In our study, typical AST were found more frequently in patients with CD as compared to patients with UC, confirming previous reports that they are more diagnostic of the former. In addition, AST were more commonly found in patients with CD limited to the colon as compared to patients with ileitis or ileocolitis. More details remain to fully characterize AST of CD and perhaps aid in understanding the prognosis for these affected patients. What are the range of sizes and the variety of appearances? Are they histologically different than those which might accompany UC? Attempts have already been made to determine the association of perirectal CD (fistulas and strictures) and the location of the inflammatory process in the bowel as well as internal fistulas.17, 18 What happens to these skin tags coincident with clinical response to specific therapies?

As it is not the standard of care to biopsy or remove AST in order to make a histologic diagnosis, particularly in asymptomatic patients, we must defer to clinical expertise to make the diagnosis. This study emphasizes the importance of carefully describing the morphologic characteristics of AST of CD to help the clinician make the distinction on physical examination. Perhaps it may be proven that the current therapy of CD might once again permit biopsies of AST to be taken without provocation of disease activity and this will assist in establishing a more definitive mechanism for their origin.

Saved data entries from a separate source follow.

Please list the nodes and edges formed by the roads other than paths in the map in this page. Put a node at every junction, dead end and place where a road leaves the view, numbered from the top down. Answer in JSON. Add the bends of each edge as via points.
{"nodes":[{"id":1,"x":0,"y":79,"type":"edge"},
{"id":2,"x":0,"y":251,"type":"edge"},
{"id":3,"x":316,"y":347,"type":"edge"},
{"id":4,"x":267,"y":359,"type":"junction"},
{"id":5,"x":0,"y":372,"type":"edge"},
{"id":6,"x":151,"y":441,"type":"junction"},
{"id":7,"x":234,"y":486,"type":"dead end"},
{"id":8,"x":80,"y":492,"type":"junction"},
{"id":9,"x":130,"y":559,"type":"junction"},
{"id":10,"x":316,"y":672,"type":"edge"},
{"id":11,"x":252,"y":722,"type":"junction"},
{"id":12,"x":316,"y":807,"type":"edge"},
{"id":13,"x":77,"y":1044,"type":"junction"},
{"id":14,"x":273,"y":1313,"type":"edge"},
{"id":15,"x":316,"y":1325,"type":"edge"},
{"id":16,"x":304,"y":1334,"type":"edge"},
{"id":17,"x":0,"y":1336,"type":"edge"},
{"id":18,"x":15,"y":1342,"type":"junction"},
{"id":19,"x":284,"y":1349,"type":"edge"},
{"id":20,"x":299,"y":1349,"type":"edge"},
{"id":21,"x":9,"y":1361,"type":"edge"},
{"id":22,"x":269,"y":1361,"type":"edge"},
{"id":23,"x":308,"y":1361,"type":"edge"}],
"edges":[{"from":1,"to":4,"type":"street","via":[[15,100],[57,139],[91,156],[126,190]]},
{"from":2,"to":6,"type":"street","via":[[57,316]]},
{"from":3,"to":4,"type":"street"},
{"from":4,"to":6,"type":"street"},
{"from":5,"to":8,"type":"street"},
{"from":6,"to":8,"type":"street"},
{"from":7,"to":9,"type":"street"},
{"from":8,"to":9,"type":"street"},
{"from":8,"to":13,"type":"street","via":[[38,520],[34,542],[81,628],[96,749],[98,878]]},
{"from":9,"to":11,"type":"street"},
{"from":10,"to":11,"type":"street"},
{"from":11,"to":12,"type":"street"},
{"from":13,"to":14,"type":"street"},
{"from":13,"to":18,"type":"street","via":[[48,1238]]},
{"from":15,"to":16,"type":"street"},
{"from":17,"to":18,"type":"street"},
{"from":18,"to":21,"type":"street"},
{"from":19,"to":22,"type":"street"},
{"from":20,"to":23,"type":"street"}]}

ASTs are often encountered on rectal exams, although their diagnostic significance may not even be considered. We believe that this has been an important omission in reports on CD over the years and we hope that this study will serve as a springboard for future investigation of this subject. Indeed, AST might represent a genetic phenotype for more accurate classification of CD. For now, we encourage clinicians to review the descriptive characteristics of typical AST of CD presented in this article and when they are encountered on physical exam to consider the diagnosis of CD even before any endoscopic or radiologic investigation is pursued. This is particularly so in young people with diarrhea, abdominal pain, retarded growth, and development and/or a family history of CD.